My name is Kelly. I was born and raised in Washington, DC.
Then moved to Chicago for school. Now currently living in Baltimore. I have
claimed that I will always and forever be a city girl, but despite this fact I
have become a farmer. Yes you read it right, a farmer. I am currently working
as the farmhand/farm assistant at Great Kids Farm in Catonsville, MD. I have always been passionate about
food policy and food justice after my first college course entitled Discover
Chicago: Food, which turned out to be about the food issues in our society (not
trying all the amazing restaurants Chicago has to offer). In this change of
coursework I found my true calling in my life. –Connecting people to their food-
After
much studying, discussions and readings, I felt that I could only go so far
with what I have read in a book and talked about with fellow classmates.
Learning how to actually grow my own food is what I needed to know before I
could progress any further on solving the issues I see in our Food System today.

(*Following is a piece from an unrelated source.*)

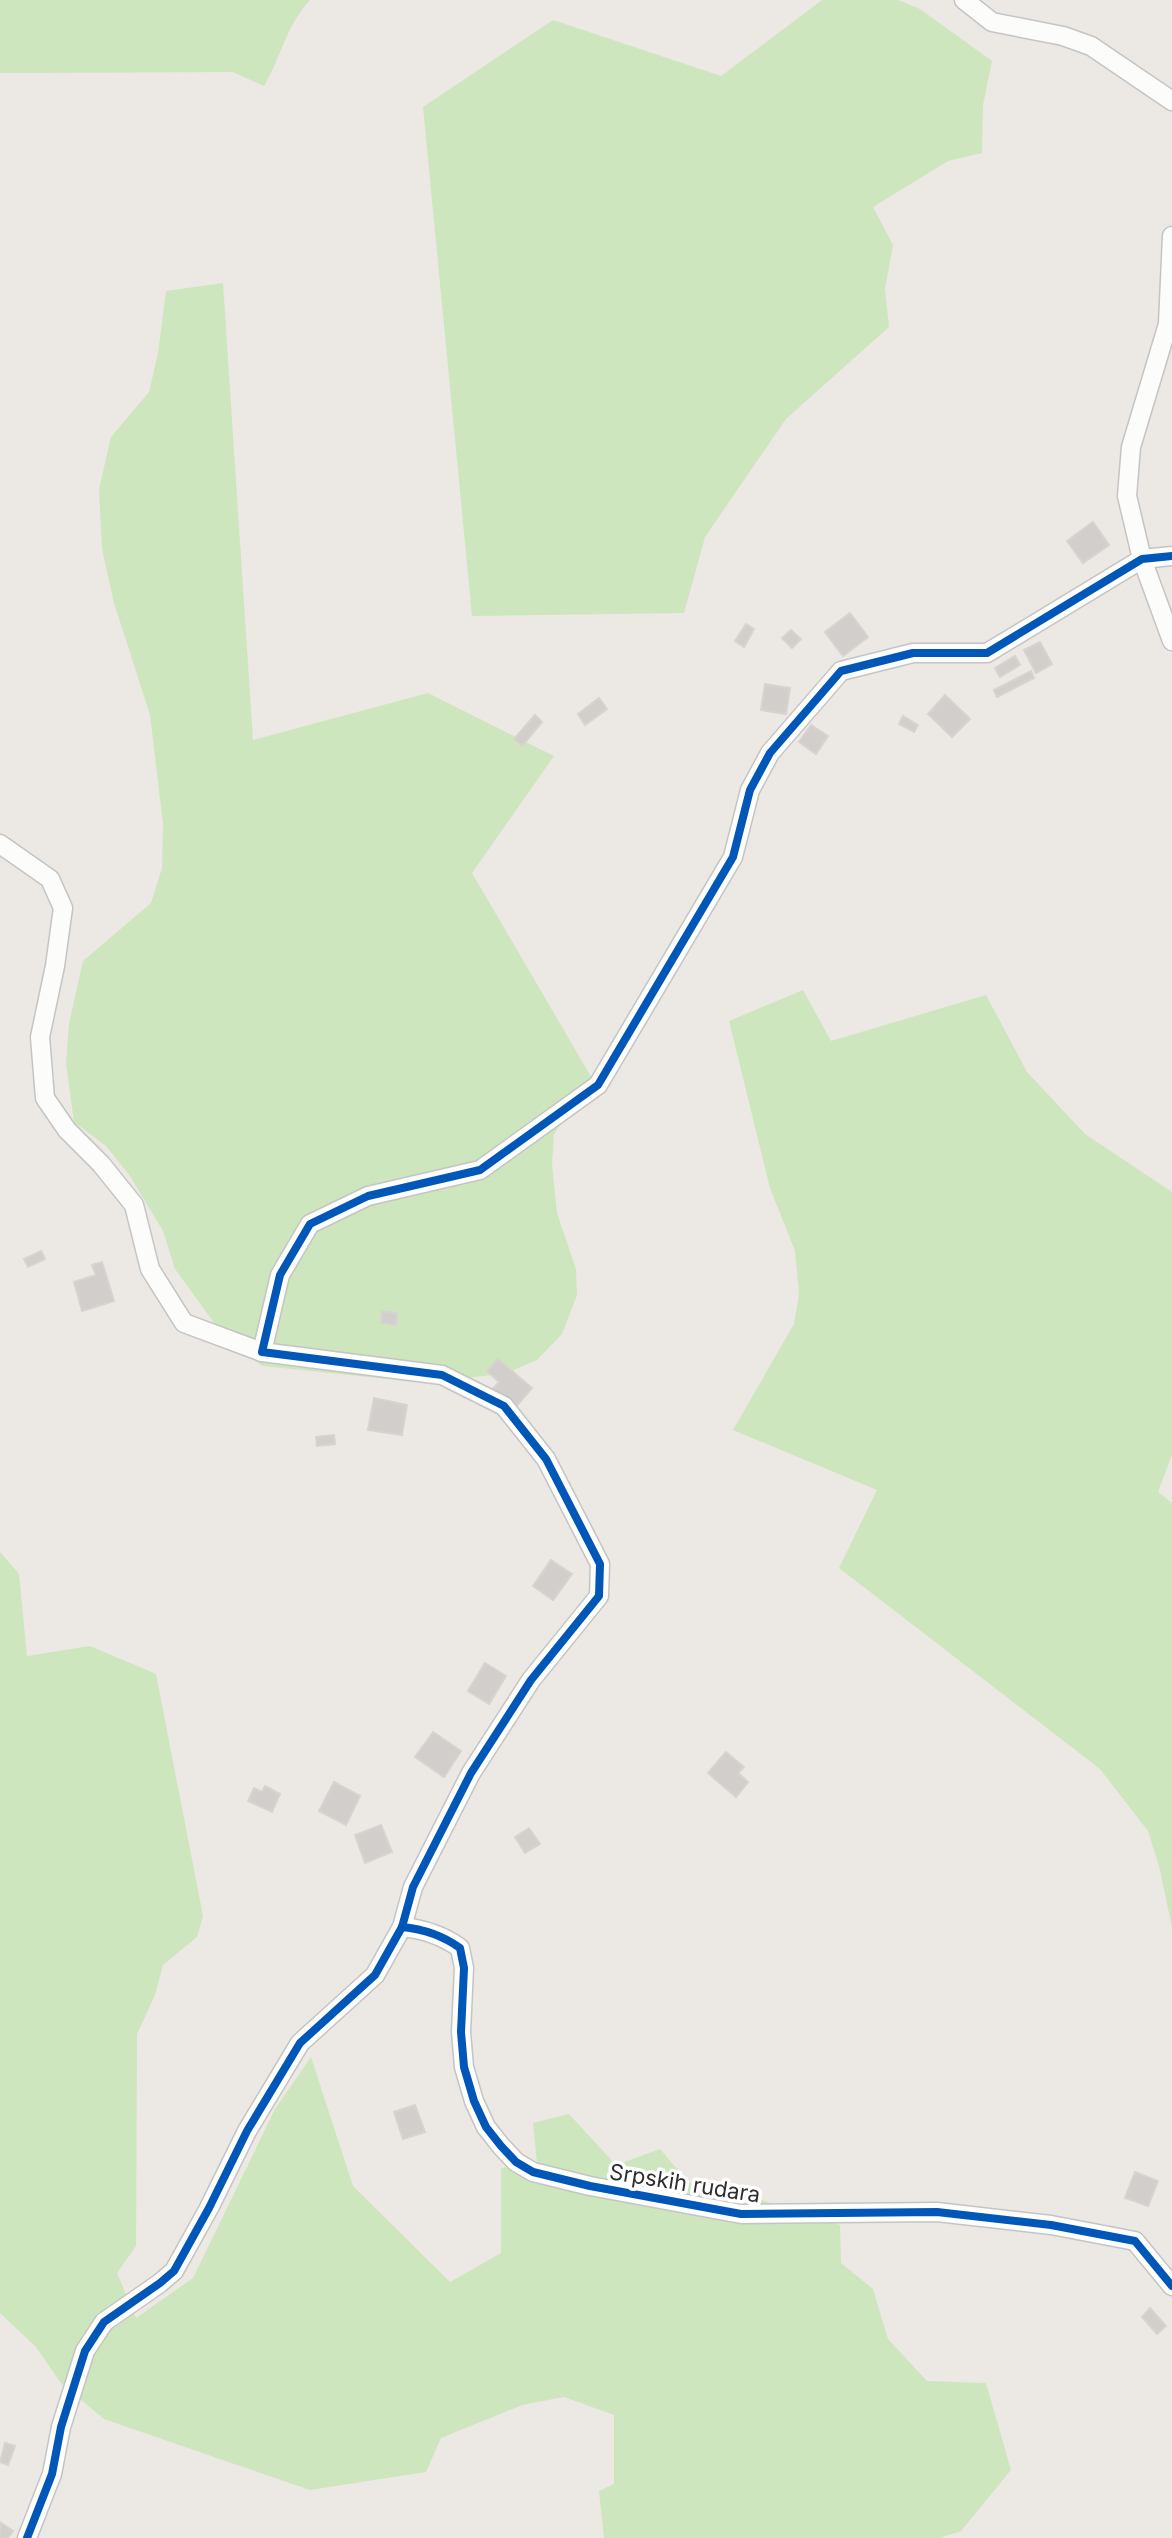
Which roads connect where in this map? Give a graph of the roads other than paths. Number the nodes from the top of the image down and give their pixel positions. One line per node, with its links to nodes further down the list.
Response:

Episcopal Service Corps-MD gave me the unique opportunity to allow me to
explore this new knowledge I hoped to gain through a year of discernment in an
intentional community.
Now
I have been the farm assistant for five months and boy how my life changed-in
both the daily happenings as well as what my role is meant to be in fight for
Food Justice. In terms of my daily life, I have transitioned from waking up,
going to Starbucks, reading my coursework and bumming around on Pintrest to
waking up, drinking tea out of one of many mason jars I have accumulated,
arriving to the farm and checking on Goats, watering micro greens, checking on
our seedlings and other vegetables on the farm, dumping compost into the pile,
checking temperatures of our compost and recording them and so much more that I
could have never even anticipated. After five months as a farmer, I think I
have done more different tasks each day than I have ever done my whole life.
Who would’ve thought I would be able to help repair a deer fence? Or deliver
255 bags of soils to different schools? Carry an 80lbs bag of cement? Haul
produce in and out of coolers to be washed then processed? Coordinate garden deliveries to
schools? Work with high school students to get produce into their cafeterias?
And I could keep going on and on.
As you can see my life has become
quite different than I am used to, but this dramatic shift has allowed me to
grow as a person, deepen my understanding of my true passion in life and truly
help me define the role I am meant to play in the fight Food Justice and Great
Kids Farm has done all of this for me. This place has not only taught me how to
grow food, they have shown me how integral our students are in the way we are
changing the way we see food in their cafeterias. Being able to have not only
fresh produce on BCPS salad bars, but also organic and grown by BCPS students
is what truly makes the impact. Our food is so much more than something on our plate;
it has the power to connect students that might never actually meet, by
connecting them through the carrots, beets and cabbages on another student’s
plate. Great Kids knows the importance of this essential relationship and has
been illustrating this every day to me and those students at lunchtime. I now know
and understand that I must strive to be more connected to building that relationship
between students and the farm and I thank the Great Kids Farm staff and
volunteers for helping me discern this for myself.